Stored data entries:
○ ○ ○ ○

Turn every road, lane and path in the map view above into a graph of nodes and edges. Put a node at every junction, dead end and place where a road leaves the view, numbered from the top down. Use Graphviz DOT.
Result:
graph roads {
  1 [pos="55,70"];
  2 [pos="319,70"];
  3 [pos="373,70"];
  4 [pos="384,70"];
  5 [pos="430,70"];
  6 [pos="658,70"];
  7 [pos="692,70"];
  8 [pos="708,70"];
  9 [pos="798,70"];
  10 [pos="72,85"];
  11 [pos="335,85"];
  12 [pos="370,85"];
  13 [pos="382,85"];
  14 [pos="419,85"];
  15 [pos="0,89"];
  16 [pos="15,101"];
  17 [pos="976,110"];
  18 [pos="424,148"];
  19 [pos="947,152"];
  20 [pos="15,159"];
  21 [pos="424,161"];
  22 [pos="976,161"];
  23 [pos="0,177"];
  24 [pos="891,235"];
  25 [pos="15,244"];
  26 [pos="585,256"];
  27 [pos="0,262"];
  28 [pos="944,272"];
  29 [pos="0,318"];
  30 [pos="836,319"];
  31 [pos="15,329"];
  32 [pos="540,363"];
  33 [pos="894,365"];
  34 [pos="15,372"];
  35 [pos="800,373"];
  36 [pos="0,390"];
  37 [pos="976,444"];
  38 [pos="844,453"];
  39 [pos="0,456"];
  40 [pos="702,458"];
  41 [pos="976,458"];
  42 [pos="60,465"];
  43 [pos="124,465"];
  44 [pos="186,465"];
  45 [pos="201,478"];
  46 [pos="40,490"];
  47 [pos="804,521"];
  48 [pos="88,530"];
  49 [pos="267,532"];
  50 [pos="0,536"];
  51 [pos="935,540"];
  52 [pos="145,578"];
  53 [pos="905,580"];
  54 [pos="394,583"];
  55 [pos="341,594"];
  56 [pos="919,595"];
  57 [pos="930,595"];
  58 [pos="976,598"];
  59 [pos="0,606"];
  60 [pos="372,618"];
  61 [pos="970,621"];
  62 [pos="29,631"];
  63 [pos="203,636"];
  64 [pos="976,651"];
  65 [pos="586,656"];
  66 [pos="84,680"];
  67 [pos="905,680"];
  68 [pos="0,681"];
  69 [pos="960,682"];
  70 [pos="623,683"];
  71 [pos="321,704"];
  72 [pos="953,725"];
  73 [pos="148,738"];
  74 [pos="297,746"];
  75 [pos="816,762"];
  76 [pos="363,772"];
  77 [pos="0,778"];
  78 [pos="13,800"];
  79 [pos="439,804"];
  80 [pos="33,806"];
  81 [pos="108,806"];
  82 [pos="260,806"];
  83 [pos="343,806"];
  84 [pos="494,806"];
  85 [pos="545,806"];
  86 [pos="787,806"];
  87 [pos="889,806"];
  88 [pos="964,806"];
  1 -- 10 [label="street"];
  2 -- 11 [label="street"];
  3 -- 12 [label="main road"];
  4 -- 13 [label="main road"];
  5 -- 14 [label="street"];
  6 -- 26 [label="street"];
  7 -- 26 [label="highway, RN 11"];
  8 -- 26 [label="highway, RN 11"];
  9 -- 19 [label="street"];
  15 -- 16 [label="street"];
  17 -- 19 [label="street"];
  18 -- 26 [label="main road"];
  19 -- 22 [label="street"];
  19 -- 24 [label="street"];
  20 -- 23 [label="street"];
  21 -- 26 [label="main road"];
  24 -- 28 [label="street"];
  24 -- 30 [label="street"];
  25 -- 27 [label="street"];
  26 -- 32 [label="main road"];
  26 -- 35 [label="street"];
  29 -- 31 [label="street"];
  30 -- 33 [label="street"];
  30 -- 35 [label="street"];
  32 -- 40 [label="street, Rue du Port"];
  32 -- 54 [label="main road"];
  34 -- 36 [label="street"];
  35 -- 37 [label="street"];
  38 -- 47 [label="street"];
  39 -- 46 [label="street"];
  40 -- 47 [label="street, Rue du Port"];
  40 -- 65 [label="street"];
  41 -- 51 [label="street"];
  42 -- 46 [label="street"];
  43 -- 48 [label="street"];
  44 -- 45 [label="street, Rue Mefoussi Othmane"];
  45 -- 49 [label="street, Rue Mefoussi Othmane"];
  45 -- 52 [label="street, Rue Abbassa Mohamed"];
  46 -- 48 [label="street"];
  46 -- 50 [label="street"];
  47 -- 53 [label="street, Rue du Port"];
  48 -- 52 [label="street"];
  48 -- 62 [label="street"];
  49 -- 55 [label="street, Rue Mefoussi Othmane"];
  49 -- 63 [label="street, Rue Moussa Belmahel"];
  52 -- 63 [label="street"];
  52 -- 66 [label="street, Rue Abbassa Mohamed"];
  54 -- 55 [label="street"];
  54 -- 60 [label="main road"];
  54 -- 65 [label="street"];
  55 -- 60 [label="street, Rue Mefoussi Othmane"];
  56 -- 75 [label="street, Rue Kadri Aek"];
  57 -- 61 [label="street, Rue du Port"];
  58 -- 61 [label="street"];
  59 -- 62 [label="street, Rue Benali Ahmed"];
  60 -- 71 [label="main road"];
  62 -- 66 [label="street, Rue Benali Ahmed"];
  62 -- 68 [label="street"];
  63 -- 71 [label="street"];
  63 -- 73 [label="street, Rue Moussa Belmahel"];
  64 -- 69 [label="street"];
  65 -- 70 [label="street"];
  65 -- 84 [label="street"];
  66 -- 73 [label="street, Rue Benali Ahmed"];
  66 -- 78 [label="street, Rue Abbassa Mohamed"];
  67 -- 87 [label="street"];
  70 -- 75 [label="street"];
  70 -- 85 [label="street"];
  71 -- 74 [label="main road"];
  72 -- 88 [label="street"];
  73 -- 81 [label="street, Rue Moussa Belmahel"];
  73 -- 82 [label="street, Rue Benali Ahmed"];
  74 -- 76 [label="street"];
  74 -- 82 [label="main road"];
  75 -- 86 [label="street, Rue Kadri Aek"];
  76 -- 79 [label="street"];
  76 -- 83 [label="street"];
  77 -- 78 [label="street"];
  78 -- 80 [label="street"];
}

○ ○ ○ ○

▶ **Task instructions**: Among the lines of the records, copy out each one that contains the word "highway".

▶ **Reply to the task**:
  7 -- 26 [label="highway, RN 11"];
  8 -- 26 [label="highway, RN 11"];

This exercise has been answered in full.